Why Are Anthropic and SoftBank Also Drawn into the Discussion?
Beyond OpenAI, Zitron also targets Anthropic.
His reasoning is that, although the two companies pursue different development paths, they share common characteristics: a constant need for massive capital investment to build models and procure computing power, and reliance on large tech companies for computational resources and financial support. If the pace of AI commercialization slows, both companies could face profitability pressures.
Another entity frequently mentioned is SoftBank.
In recent years, SoftBank has returned to the forefront of major AI investments, actively participating in financing for AI infrastructure, chip, and model companies.
If the AI industry enters a valuation adjustment cycle, SoftBank's vast AI asset portfolio would naturally become a focus of market attention. However, for now, SoftBank remains firmly committed to AI's long-term development, viewing it as a key direction for the next technological revolution.
Has the AI Trade Already Become Overheated?
In fact, Wall Street has been debating whether AI is entering a bubble phase for over a year.
Those supporting the "bubble theory" argue:
- Investment in AI infrastructure is growing much faster than revenue;
- The profitability model for large language models has not been fully validated;
- Data center capital expenditure is at an all-time high;
- Market valuations increasingly rely on growth expectations for years to come.
The optimists, however, believe that AI is a classic General Purpose Technology revolution, similar to the internet and electrification. Initial investments often far exceed short-term returns, but they create entirely new industries and business models in the long run.

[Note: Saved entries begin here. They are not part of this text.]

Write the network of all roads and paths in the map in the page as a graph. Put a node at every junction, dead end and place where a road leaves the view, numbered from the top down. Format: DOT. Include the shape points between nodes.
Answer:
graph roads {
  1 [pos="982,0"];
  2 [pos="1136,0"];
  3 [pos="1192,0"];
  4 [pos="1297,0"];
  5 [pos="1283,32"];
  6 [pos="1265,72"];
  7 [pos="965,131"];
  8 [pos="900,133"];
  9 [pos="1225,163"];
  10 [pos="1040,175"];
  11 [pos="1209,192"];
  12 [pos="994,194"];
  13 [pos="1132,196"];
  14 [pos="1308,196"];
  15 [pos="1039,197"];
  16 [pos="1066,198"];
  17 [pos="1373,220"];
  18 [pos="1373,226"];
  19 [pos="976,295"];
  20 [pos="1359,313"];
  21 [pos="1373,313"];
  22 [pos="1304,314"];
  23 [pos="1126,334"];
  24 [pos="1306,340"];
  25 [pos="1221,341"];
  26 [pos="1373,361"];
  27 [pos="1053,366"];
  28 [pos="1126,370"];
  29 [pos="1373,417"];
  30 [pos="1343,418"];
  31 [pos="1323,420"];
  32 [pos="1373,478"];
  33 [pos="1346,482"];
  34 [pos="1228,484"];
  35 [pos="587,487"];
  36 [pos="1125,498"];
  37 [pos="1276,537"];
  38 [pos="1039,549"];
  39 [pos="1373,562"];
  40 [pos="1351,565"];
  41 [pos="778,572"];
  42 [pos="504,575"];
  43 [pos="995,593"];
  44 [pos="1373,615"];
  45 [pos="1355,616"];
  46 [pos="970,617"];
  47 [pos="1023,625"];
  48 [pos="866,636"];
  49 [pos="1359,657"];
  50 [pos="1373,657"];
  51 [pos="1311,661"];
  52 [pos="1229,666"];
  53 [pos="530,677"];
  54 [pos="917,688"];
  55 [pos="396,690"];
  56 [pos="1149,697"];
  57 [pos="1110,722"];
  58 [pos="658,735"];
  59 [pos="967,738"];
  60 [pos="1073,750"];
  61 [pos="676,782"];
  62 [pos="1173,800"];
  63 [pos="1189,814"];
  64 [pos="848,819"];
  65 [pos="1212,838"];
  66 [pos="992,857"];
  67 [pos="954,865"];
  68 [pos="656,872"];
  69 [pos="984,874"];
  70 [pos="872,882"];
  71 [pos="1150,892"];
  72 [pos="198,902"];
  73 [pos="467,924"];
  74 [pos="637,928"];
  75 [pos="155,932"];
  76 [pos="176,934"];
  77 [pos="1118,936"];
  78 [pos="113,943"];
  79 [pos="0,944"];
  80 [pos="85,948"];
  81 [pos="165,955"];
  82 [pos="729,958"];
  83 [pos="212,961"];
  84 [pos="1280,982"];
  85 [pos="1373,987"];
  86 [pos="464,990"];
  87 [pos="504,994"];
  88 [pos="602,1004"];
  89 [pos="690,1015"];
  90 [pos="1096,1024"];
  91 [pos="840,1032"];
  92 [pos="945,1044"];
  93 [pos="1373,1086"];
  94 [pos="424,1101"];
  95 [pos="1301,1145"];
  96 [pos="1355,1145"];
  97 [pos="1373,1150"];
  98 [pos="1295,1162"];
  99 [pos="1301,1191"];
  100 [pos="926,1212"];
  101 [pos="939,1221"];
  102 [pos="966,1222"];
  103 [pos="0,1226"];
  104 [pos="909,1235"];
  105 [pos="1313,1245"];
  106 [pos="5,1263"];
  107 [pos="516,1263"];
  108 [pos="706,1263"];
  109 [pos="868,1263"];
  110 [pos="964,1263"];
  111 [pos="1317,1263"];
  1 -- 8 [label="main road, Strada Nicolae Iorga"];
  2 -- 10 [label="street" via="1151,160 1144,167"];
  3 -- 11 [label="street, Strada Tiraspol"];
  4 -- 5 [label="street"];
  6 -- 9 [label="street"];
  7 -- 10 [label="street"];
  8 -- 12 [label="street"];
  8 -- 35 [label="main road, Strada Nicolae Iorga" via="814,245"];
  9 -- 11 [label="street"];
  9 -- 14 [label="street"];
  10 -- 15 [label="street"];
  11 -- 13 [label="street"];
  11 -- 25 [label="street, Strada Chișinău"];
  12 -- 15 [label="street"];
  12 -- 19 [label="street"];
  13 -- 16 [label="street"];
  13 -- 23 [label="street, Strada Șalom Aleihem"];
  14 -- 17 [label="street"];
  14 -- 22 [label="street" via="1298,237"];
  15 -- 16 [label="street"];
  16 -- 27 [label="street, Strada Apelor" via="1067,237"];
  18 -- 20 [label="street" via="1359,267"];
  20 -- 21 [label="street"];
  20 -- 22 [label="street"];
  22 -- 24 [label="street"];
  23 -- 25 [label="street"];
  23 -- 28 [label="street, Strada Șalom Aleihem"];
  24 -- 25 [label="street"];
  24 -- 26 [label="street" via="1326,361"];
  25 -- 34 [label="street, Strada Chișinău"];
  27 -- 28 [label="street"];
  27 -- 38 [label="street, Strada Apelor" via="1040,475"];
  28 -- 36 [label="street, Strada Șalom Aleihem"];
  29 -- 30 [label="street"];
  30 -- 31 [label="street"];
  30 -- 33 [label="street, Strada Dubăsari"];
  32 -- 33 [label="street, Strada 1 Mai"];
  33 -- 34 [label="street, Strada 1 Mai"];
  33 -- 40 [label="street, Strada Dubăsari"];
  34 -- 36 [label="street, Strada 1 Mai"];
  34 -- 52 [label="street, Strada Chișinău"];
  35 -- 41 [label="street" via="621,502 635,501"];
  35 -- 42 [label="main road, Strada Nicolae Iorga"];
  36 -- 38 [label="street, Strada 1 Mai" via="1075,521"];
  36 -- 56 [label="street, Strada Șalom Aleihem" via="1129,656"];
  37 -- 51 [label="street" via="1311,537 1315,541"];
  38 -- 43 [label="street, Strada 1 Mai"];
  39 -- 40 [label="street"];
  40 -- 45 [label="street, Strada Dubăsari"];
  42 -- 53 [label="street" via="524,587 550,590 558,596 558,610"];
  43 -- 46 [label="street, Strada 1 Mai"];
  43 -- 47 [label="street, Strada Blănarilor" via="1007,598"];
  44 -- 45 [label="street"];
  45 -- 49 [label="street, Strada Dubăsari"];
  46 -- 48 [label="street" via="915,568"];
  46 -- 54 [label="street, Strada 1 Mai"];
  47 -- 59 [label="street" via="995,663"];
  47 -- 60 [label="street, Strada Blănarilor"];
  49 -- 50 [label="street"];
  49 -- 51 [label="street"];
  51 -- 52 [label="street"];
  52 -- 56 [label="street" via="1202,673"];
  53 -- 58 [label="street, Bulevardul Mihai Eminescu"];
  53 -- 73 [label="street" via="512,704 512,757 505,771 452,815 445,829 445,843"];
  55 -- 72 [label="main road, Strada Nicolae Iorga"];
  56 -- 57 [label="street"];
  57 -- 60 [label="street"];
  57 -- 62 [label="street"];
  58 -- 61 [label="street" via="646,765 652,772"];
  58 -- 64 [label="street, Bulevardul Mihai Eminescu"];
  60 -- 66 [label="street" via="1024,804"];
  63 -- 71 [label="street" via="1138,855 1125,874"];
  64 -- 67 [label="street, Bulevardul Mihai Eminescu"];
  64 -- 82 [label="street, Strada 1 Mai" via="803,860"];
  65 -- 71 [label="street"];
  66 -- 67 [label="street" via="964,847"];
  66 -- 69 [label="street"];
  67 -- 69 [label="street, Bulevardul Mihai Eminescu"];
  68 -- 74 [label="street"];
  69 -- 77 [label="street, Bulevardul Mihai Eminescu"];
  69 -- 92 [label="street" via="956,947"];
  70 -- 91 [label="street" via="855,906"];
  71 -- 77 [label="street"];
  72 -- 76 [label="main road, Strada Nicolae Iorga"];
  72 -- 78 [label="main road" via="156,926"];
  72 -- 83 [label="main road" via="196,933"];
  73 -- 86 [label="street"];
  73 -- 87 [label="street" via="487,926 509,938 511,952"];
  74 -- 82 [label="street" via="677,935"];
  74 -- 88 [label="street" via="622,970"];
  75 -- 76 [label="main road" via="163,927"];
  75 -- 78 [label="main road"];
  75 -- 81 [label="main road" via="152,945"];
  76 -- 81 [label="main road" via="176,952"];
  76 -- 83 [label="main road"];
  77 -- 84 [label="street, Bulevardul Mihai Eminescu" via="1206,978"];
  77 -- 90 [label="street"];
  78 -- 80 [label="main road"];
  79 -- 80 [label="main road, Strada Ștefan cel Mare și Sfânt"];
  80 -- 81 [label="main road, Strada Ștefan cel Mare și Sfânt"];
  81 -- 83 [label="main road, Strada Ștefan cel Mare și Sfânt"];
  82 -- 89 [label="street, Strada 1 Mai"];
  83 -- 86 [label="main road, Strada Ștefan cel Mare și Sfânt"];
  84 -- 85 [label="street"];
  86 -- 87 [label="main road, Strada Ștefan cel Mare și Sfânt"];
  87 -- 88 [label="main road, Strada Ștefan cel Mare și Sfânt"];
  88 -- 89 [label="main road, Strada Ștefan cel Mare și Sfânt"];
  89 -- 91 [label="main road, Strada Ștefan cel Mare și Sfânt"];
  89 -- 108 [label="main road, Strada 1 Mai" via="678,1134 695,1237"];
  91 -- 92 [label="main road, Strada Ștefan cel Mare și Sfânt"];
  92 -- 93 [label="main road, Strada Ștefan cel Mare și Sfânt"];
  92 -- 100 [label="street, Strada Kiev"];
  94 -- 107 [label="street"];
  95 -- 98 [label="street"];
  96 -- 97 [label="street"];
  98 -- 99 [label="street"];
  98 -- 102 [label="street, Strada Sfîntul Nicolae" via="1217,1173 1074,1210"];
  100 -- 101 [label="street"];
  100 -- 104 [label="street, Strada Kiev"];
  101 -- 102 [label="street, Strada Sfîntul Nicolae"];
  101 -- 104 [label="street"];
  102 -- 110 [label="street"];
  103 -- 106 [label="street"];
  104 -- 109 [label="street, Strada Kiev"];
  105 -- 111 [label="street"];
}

Howard Marks recently stated that he has shifted from initially suspecting AI might just be a bubble to increasingly acknowledging its long-term value. He argues that modern AI's demonstrated reasoning, contextual understanding, and interactive capabilities are unprecedented, and therefore cannot be simply analogized to historical speculative bubbles.

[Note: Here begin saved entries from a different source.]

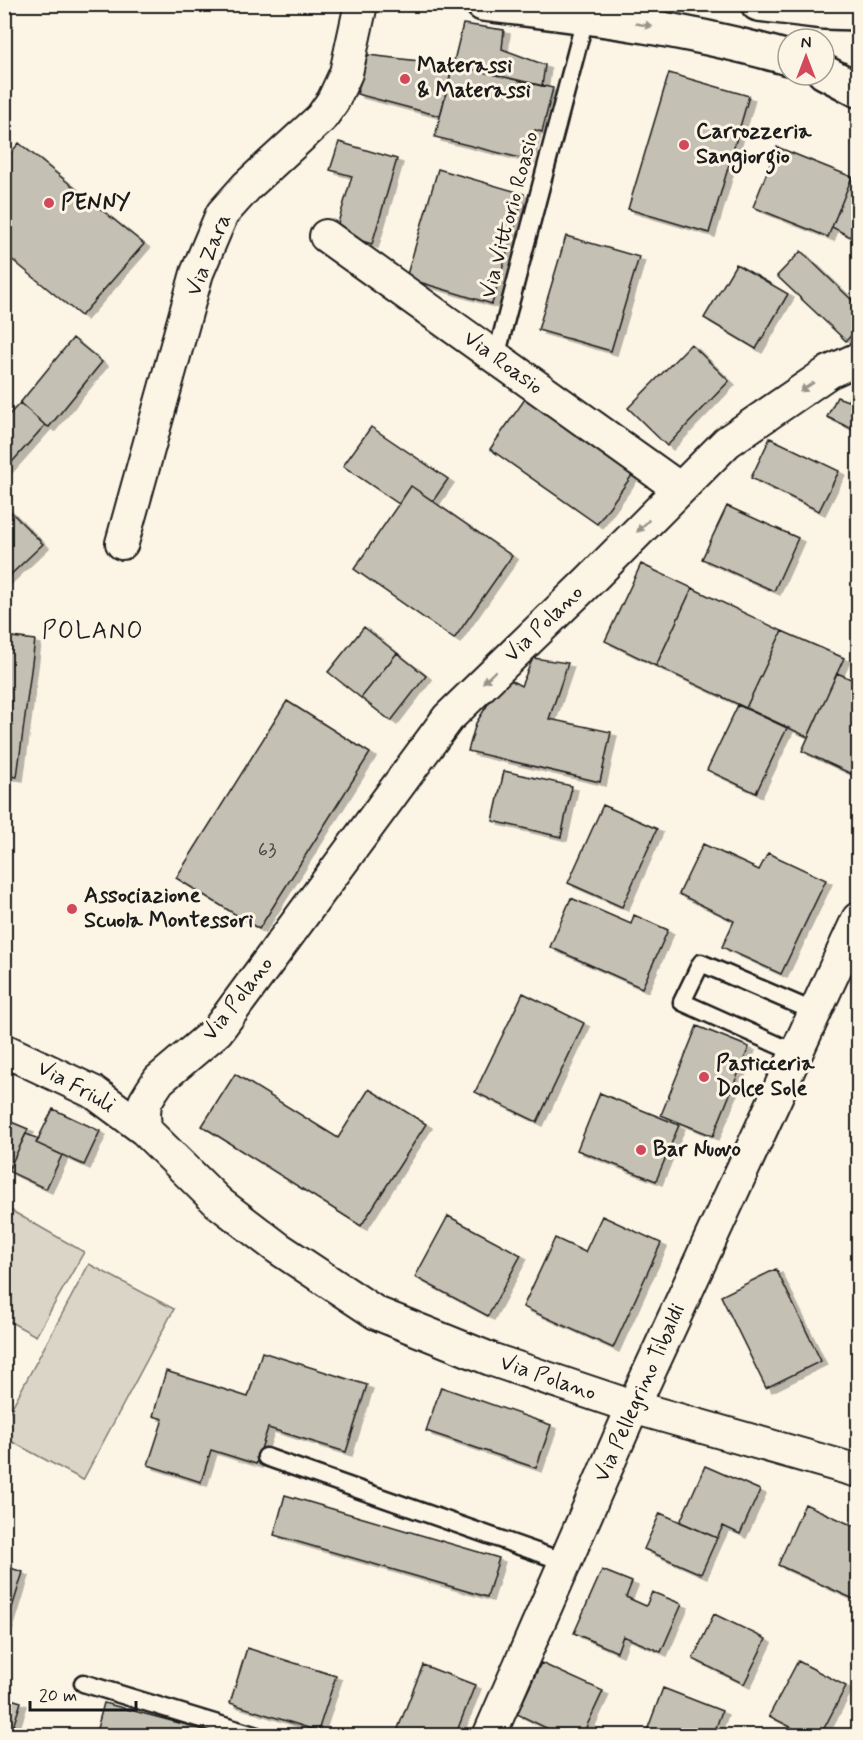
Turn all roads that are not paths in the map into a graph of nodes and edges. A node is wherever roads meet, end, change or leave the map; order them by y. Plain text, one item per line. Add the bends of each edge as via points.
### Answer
1 (361, 4) edge
2 (483, 4) edge
3 (758, 4) edge
4 (858, 13) edge
5 (586, 15) junction
6 (776, 55) edge
7 (836, 78) edge
8 (858, 90) edge
9 (326, 236) dead end
10 (496, 357) junction
11 (858, 359) edge
12 (680, 489) junction
13 (122, 543) dead end
14 (858, 919) edge
15 (815, 1012) junction
16 (4, 1050) edge
17 (796, 1053) junction
18 (145, 1130) junction
19 (633, 1407) junction
20 (266, 1457) dead end
21 (858, 1471) edge
22 (565, 1562) junction
23 (83, 1683) dead end
24 (257, 1736) edge
25 (489, 1736) edge

1 - 13 street, Via Zara via 346,73 333,101 321,118 222,214 197,273
2 - 5 main road
3 - 4 main road
5 -> 6 main road via 712,38
5 - 10 lane, Via Vittorio Roasio
7 - 8 main road
9 - 10 street, Via Roasio
10 - 12 street, Via Roasio
11 -> 12 street, Via Polano via 829,372 727,442
12 -> 18 street, Via Polano via 448,718 217,1031 159,1080 145,1102
14 - 15 street, Via Pellegrino Tibaldi
15 - 17 street, Via Pellegrino Tibaldi
15 - 17 lane via 700,963 682,1002
16 - 18 street, Via Friuli via 95,1093
17 - 19 street, Via Pellegrino Tibaldi
18 - 19 street, Via Polano via 219,1203 375,1313
19 - 21 street, Via Polano
19 - 22 street, Via Pellegrino Tibaldi
20 - 22 lane
22 - 25 street, Via Pellegrino Tibaldi
23 - 24 lane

Some academic studies also offer more neutral conclusions: the current AI market features both genuine technological progress and localized valuation overheating with premature capital expenditure. Thus, it is more akin to a "technological revolution overlapped with localized bubbles" rather than pure speculative frenzy.
What's Truly Worth Watching Isn't Whether OpenAI Will Fall
Regardless of whether one agrees with Zitron's judgment, the questions he raises are becoming a focal point for a growing number of investors:
When will AI spending actually translate into stable cash flow?
Over the past year, the capital market almost defaulted to the idea that higher AI capital expenditure was always better.
But recently, whether it's chip stocks, server manufacturers, or cloud computing companies, investors are paying closer attention to another set of metrics: enterprise AI revenue growth; AI product paying rates; the rate of decline in inference costs; data center utilization rates; and the ROI cycle of AI investments.
If these metrics continue to improve, the current massive capital expenditures may ultimately prove to be a forward-looking investment akin to the internet era. However, if the pace of commercialization lags behind investment expansion persistently, the market's valuation logic for the AI trade may also face recalibration.
Therefore, what Ed Zitron's lengthy article truly sparks discussion about is not "whether OpenAI will definitely become the next Lehman Brothers," but that it once again places the most critical question of the AI era before investors: after capital expenditure continues to set new records, can cash flow and profitability keep pace? The answer to this question will likely determine the true direction of the global AI trade in the coming years.